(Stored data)
———

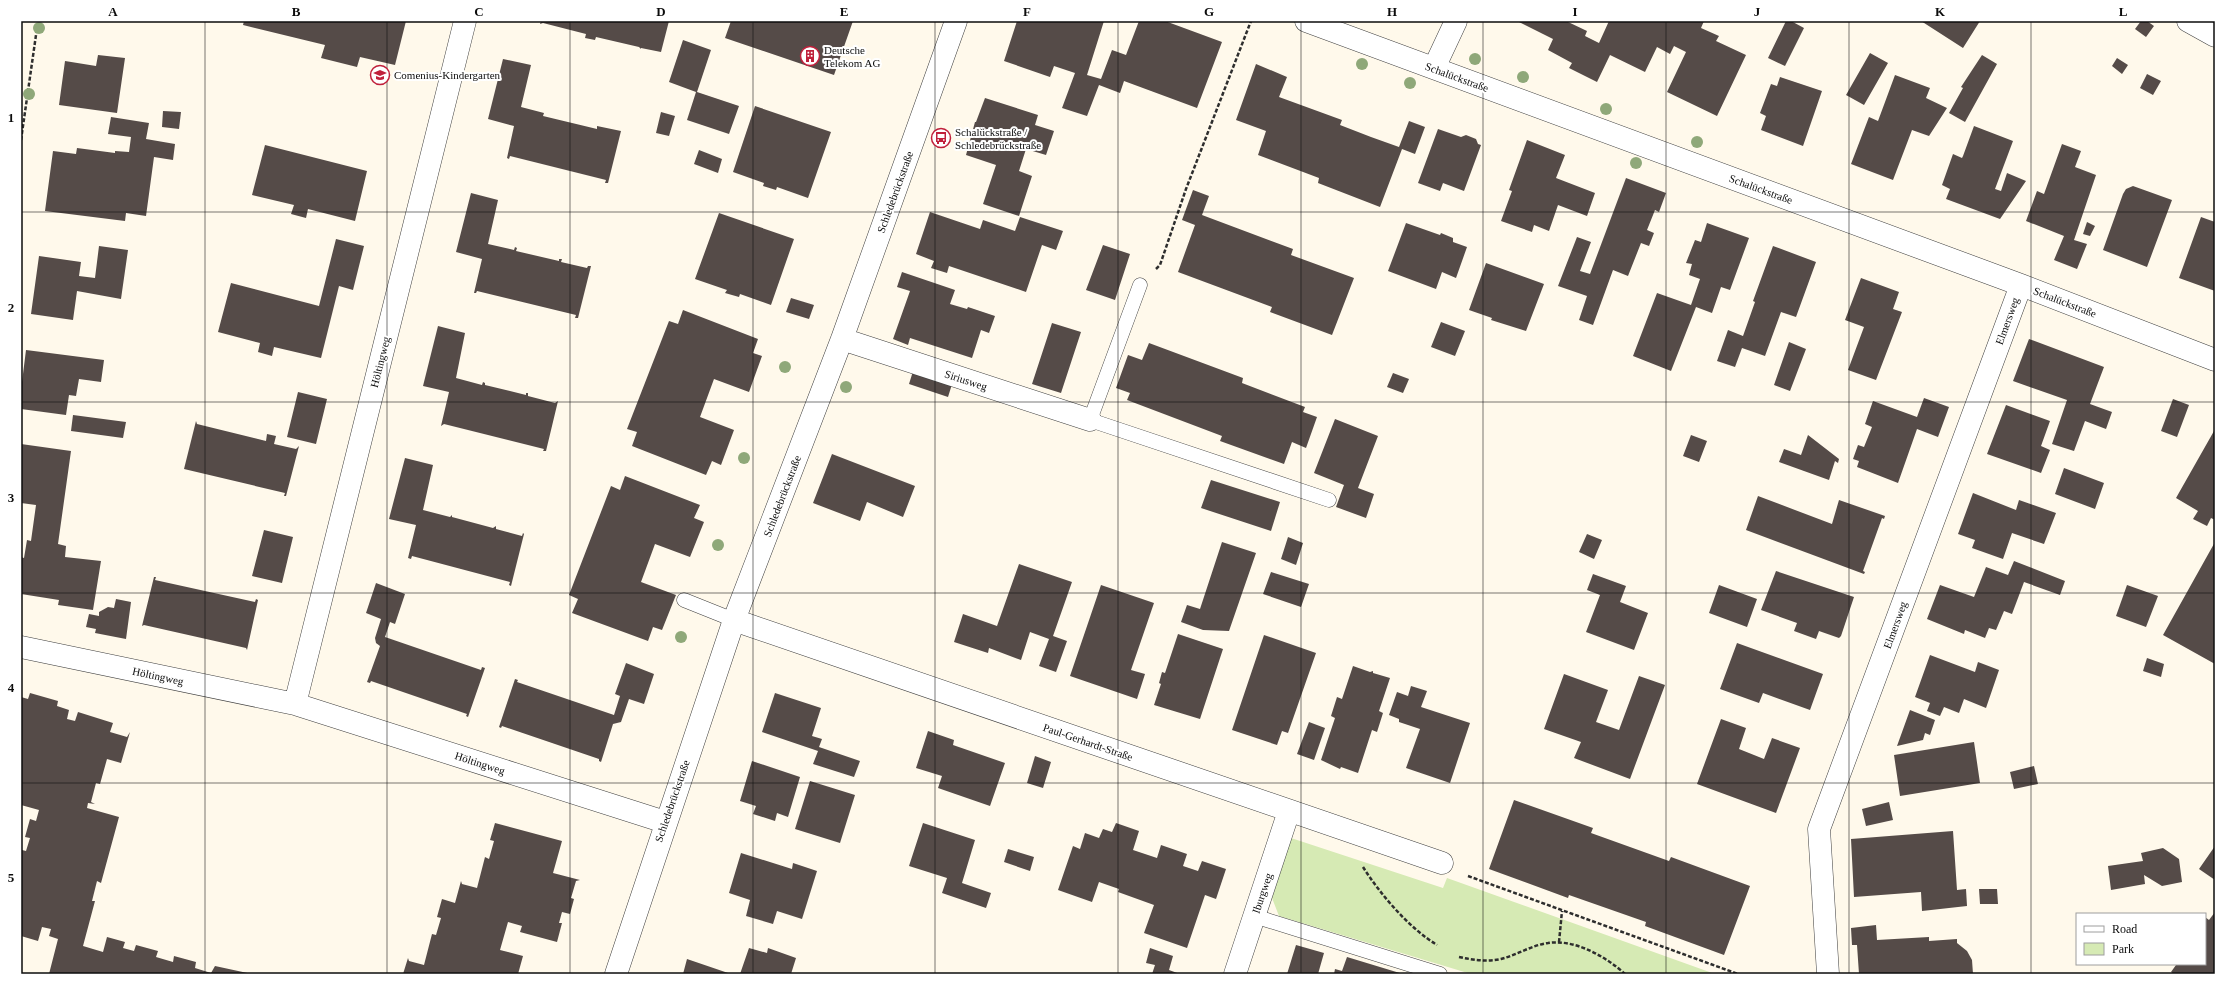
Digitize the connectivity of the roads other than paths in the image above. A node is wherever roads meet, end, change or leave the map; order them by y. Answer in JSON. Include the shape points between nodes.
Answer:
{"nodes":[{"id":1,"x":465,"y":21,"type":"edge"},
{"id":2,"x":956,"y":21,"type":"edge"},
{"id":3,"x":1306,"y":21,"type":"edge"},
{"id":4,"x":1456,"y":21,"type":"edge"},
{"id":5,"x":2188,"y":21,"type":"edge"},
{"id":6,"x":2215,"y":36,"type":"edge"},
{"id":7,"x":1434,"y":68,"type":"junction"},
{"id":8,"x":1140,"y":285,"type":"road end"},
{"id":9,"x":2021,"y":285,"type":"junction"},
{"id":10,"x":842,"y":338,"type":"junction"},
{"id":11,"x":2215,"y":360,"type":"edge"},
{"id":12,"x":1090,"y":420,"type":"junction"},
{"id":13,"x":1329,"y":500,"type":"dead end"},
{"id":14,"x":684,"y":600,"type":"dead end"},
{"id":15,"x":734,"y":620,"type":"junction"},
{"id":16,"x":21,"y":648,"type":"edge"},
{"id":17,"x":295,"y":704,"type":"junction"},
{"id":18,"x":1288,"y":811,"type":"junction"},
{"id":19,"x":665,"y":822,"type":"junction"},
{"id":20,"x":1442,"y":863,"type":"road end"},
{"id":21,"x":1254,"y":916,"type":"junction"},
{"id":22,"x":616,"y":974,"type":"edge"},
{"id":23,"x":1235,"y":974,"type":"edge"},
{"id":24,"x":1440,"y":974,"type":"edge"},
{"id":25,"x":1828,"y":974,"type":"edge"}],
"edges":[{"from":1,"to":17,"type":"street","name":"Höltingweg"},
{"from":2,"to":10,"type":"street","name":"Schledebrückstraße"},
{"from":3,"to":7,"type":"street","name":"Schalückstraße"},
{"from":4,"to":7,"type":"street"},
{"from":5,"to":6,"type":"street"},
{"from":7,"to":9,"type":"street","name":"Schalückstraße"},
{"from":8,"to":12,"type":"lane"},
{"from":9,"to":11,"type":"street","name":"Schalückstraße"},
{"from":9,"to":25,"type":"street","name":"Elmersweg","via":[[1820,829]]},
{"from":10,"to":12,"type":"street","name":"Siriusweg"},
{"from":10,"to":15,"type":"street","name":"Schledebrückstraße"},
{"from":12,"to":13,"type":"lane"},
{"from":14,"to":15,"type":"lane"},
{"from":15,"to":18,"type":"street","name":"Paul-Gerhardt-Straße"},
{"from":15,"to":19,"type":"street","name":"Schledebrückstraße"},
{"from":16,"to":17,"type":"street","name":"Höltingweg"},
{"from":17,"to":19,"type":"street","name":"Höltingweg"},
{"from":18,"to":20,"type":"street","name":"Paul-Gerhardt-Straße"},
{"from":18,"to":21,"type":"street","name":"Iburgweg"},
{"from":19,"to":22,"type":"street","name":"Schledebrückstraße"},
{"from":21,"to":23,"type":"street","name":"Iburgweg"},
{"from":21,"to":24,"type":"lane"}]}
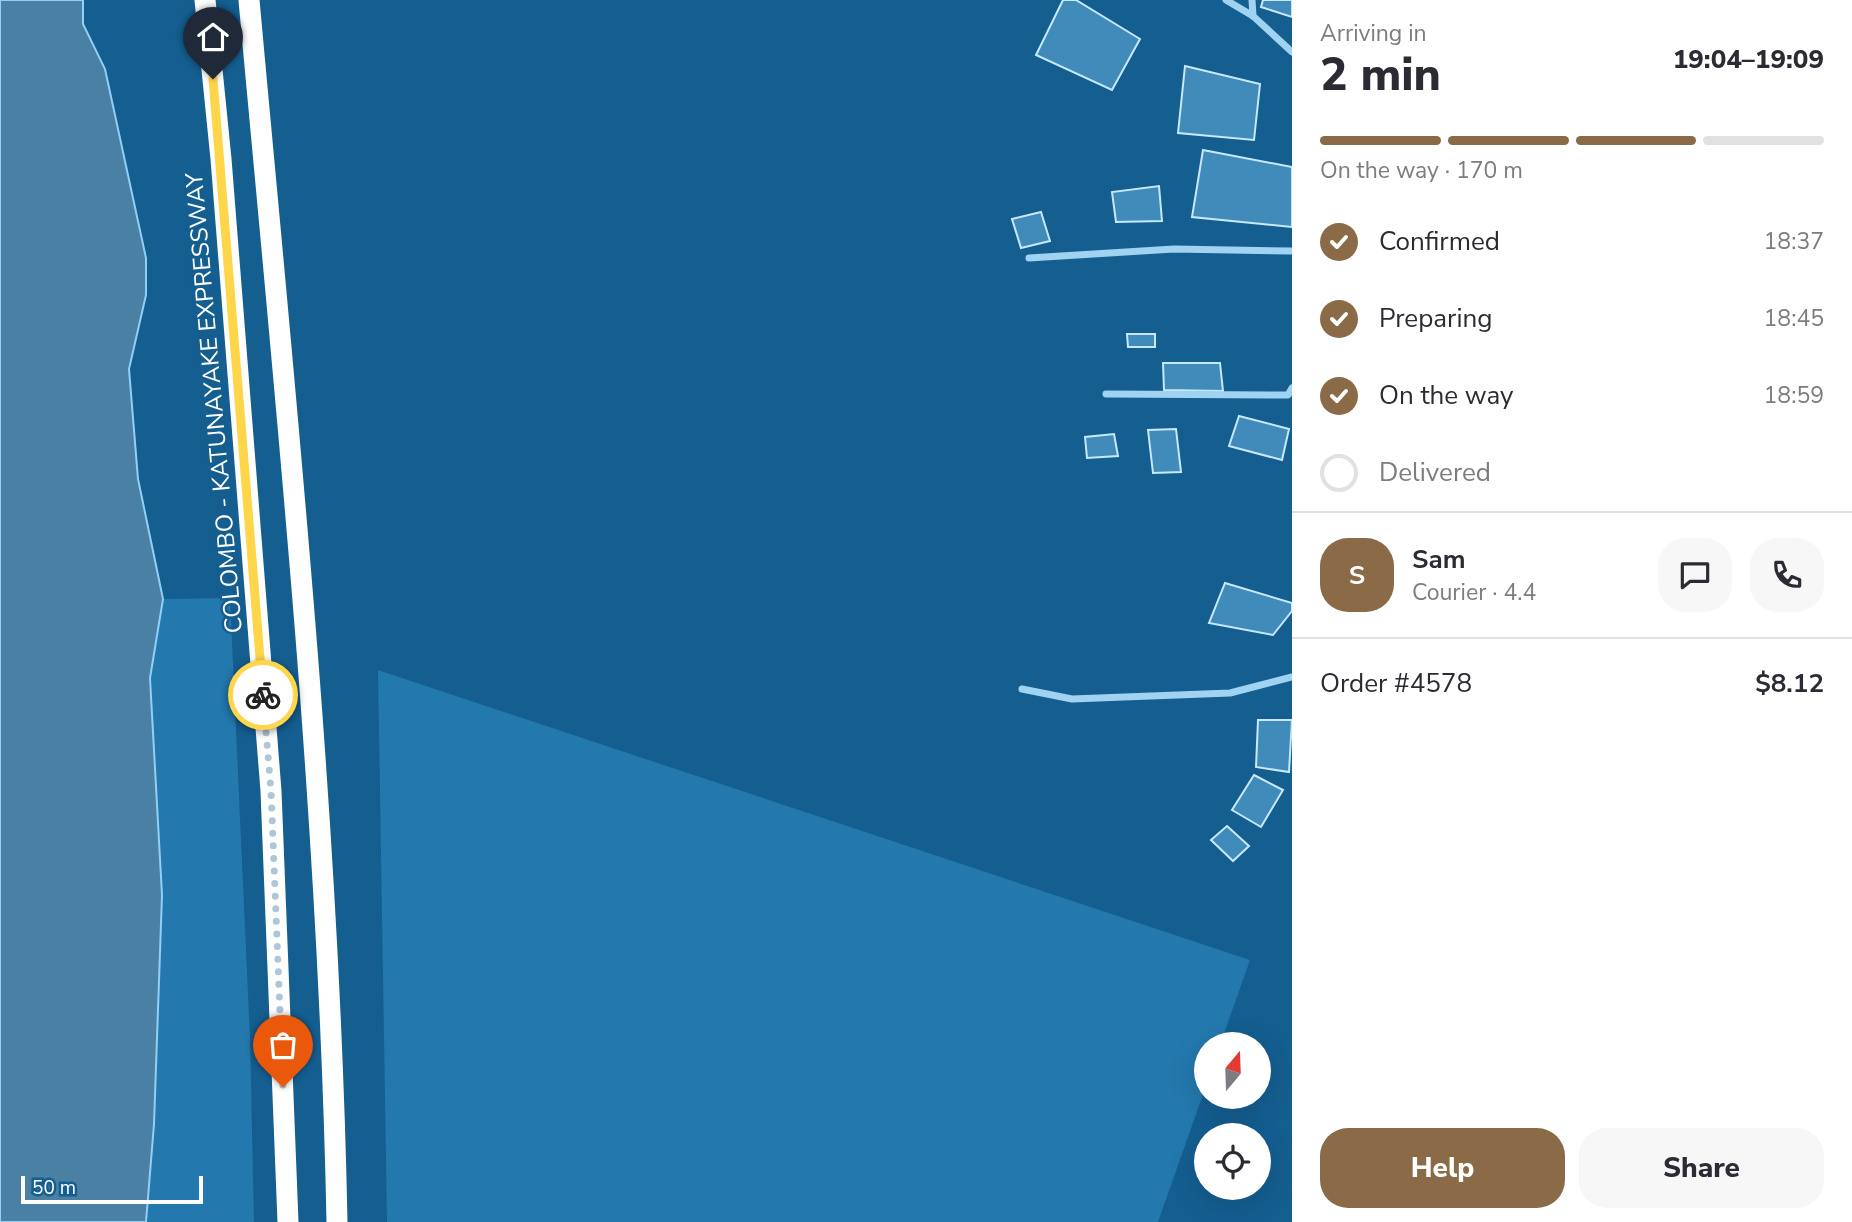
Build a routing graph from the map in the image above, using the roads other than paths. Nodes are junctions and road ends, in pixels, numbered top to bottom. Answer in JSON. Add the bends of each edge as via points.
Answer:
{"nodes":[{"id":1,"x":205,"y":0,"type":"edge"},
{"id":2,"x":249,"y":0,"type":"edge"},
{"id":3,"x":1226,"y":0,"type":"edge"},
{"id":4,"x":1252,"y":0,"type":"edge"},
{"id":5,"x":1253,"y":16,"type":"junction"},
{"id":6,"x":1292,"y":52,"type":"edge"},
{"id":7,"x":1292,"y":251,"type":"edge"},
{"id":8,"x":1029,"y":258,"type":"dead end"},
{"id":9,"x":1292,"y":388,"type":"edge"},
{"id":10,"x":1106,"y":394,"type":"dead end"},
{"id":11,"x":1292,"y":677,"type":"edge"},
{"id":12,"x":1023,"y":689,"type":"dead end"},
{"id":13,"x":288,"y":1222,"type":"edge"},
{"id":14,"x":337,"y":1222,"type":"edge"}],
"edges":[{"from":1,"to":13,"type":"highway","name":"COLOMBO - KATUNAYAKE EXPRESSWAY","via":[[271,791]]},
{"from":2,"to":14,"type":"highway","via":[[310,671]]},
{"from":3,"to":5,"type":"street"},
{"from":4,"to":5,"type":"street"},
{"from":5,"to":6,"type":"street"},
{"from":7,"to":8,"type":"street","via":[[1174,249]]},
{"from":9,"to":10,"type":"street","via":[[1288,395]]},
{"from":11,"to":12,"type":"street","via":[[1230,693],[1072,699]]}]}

———

__The task__: What lines in the records contain the word "roads"? Return each one.

__Completed exercise__:
Digitize the connectivity of the roads other than paths in the image above. A node is wherever roads meet, end, change or leave the map; order them by y. Answer in JSON. Include the shape points between nodes.
Build a routing graph from the map in the image above, using the roads other than paths. Nodes are junctions and road ends, in pixels, numbered top to bottom. Answer in JSON. Add the bends of each edge as via points.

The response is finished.